The formation and evolution of star clusters in interacting galaxies

Abstract: Observations of globular clusters show that they have universal lognormal mass functions with a characteristic peak at $\sim 2\times 10^{5}\, {\rm{M_{\odot}}}$, but the origin of this peaked distribution is highly debated. Here we investigate the formation and evolution of star clusters in interacting galaxies using high-resolution hydrodynamical simulations performed with two different codes in order to mitigate numerical artifacts.

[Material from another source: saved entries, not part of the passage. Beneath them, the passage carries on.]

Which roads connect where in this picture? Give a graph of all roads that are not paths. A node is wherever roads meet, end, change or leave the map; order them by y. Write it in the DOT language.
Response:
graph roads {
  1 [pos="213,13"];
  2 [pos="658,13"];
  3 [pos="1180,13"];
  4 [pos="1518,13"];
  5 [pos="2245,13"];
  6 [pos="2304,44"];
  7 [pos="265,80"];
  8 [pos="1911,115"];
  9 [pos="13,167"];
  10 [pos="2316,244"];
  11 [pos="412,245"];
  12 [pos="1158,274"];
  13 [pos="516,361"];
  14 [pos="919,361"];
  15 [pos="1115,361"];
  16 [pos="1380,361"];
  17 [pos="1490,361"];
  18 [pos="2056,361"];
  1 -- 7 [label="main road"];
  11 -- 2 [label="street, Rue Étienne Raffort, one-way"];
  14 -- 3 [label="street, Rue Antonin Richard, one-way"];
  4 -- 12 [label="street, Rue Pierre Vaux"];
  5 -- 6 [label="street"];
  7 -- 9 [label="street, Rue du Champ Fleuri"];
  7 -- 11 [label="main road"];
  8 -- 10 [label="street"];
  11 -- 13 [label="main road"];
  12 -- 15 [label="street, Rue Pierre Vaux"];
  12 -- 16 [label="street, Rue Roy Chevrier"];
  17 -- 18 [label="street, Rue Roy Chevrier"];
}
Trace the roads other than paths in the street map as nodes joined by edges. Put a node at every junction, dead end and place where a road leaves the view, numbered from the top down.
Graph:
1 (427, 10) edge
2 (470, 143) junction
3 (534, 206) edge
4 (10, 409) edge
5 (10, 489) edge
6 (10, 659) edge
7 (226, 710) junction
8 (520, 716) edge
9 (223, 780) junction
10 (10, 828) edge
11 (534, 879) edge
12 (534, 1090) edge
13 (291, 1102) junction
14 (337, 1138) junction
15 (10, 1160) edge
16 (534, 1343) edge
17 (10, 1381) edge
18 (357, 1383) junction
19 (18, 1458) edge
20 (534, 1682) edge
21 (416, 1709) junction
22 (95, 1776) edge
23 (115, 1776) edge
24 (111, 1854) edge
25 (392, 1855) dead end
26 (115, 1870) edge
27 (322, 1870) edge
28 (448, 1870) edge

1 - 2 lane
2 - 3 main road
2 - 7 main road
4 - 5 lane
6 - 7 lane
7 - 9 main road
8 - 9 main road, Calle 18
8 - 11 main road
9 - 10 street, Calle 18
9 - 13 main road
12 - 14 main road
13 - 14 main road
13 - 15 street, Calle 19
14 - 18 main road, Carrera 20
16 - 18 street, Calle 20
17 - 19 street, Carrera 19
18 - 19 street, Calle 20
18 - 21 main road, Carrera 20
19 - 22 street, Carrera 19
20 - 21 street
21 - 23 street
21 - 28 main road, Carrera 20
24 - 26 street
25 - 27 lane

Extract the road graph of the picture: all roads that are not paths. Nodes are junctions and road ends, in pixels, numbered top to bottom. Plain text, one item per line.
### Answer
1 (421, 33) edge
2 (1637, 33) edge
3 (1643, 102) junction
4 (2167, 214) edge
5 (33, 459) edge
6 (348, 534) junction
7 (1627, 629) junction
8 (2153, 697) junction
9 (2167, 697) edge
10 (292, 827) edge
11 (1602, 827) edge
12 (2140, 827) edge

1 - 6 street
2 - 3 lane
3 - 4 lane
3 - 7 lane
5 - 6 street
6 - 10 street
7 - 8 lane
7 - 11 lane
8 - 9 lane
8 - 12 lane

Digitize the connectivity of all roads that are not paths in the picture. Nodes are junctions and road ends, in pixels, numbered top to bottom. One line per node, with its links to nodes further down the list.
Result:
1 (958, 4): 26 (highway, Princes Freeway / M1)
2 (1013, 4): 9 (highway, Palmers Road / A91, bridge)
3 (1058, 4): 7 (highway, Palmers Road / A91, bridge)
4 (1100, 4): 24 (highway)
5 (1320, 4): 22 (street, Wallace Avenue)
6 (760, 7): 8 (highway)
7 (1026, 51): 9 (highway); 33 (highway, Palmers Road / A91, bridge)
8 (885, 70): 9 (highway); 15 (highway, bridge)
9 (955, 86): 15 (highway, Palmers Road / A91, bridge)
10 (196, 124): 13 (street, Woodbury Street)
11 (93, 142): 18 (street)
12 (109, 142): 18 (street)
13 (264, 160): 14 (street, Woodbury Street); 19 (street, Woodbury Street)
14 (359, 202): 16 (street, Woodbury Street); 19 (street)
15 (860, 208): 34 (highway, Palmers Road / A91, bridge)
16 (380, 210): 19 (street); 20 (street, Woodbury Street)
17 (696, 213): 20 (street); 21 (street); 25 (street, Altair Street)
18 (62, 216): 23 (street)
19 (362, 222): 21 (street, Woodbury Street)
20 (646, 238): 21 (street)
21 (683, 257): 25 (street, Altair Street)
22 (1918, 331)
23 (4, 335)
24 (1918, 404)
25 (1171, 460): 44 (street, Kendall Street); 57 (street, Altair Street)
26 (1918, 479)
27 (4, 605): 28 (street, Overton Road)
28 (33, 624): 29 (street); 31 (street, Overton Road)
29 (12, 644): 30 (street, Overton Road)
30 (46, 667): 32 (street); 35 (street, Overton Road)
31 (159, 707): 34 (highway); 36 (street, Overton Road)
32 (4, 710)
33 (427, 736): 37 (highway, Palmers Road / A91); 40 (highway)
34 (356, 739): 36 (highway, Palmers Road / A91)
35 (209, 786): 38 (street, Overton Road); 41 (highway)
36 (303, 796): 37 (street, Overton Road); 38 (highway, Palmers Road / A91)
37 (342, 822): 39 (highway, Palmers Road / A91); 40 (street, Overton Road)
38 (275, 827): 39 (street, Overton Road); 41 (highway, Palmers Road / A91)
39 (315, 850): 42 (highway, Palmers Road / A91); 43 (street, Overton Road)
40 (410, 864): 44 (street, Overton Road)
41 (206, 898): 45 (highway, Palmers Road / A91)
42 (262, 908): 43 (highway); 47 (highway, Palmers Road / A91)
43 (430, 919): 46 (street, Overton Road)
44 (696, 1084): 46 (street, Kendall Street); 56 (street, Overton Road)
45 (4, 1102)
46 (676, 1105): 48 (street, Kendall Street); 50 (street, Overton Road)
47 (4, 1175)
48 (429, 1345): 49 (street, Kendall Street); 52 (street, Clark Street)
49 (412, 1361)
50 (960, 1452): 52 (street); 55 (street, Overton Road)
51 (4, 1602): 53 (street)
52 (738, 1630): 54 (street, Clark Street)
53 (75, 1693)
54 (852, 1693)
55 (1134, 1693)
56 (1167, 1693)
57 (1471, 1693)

We find that massive star clusters in the range of $\sim 10^{5.5} - 10^{7.5}\, {\rm{M_{\odot}}}$ form preferentially in the highly-shocked regions produced by galaxy interactions. The nascent cluster-forming clouds have high gas pressures in the range of $P/k \sim 10^8 - 10^{12}\, \rm{K}\,\rm{cm^{-3}}$, which is $\sim 10^4 - 10^8$ times higher than the typical pressure of the interstellar medium but consistent with recent observations of a pre-super star cluster cloud in the Antennae Galaxies. Furthermore, these massive star clusters have quasi-lognormal initial mass functions with a peak around $\sim 10^{6}\, {\rm{M_{\odot}}}$. The number of clusters declines with time due to destructive processes, but the shape and the peak of the mass functions do not change significantly during the course of galaxy collisions. Our results suggest that gas-rich galaxy mergers may provide a favorable environment for the formation of massive star clusters such as globular clusters, and that the lognormal mass functions and the unique peak may originate from the extreme high-pressure conditions of the birth clouds and may survive the dynamical evolution.